Production of the McLaren 720S started in 2017, meaning nearly five years have passed since its introduction. It's likely McLaren will adapt and enhance the current platform and even its 4.0-liter twin-turbo V8, which was developed for introduction in the 720S. It makes no sense to develop an all-new engine architecture for a mere five-year production run.
But despite not knowing the details, buyers are lining up for the new supercar, with brown stating that the successor is "sold out through deep into 2024 without even having spoken about this."
Pietro Frigerio, dealer principal of McLaren Newport Beach, California, says there's intense demand for the successor, even though McLaren hasn't told buyers what to expect. "Even with the competition that comes out of the same segment, from your Ferraris, Lamborghinis, Porsches, there is still a demand," he told AN, saying that orders are stacking up at his dealership alone.
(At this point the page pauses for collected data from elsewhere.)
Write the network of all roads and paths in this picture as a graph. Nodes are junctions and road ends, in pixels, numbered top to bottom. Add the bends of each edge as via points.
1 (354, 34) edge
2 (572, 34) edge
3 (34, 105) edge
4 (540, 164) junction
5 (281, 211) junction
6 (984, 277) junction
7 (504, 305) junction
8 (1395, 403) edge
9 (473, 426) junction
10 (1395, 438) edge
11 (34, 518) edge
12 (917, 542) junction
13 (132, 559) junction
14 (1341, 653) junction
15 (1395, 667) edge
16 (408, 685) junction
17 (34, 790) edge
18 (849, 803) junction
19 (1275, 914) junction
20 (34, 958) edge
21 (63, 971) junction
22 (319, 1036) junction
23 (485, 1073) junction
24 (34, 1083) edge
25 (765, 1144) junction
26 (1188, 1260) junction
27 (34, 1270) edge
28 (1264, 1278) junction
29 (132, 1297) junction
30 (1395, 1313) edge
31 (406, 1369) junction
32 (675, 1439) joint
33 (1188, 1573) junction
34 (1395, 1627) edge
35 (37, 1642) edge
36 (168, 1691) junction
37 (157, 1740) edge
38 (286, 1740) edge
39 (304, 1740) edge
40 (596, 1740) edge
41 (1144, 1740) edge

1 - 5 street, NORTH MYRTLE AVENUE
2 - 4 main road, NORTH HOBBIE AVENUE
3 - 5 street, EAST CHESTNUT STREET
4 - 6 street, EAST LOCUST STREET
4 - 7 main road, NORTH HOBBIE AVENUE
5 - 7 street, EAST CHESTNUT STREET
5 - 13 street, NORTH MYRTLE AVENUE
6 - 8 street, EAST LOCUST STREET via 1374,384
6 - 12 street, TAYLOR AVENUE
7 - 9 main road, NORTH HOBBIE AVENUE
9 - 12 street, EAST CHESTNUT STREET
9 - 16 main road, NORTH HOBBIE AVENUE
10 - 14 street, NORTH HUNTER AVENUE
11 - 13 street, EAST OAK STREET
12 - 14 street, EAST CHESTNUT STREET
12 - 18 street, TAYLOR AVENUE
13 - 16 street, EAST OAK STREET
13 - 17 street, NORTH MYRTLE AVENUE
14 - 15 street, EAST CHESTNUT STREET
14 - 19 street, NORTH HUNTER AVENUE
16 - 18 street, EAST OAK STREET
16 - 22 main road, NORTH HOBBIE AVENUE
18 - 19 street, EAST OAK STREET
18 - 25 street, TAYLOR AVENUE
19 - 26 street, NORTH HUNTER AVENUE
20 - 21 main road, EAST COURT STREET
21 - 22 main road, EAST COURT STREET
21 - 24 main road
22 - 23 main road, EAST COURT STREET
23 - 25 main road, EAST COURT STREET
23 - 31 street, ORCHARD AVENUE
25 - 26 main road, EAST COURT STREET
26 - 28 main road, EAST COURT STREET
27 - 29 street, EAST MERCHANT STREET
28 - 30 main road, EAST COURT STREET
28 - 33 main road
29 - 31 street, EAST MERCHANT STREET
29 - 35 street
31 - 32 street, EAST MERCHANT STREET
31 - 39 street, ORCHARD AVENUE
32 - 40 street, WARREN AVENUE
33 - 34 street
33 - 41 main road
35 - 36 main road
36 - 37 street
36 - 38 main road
By now, you've likely put two and two together and realized that the McLaren Artura is not considered the replacement for the 720S. With only 671 horsepower, it makes logical sense, too. Instead, it's more of an entry-level foundation akin to an indirect successor of the 570S. But that doesn't mean the Artura doesn't have a big role to play in whatever succeeds the 720S.
Its electrical architecture will likely be transferred, but so will its hybridization techniques. As McLaren told CarBuzz late last year that "all new models, and I mean models, will be electrified going forward," as McLaren "[likes] the driving experience it provides." We expect the hybrid motor of the Artura to be combined with the 4.0-liter V8 from the 720S, elevating it in stature to become a true rival to the Ferrari 296 GTB, which tramples all over the Artura.
We likely won't have to wait long for McLaren to start revealing what's up its sleeve.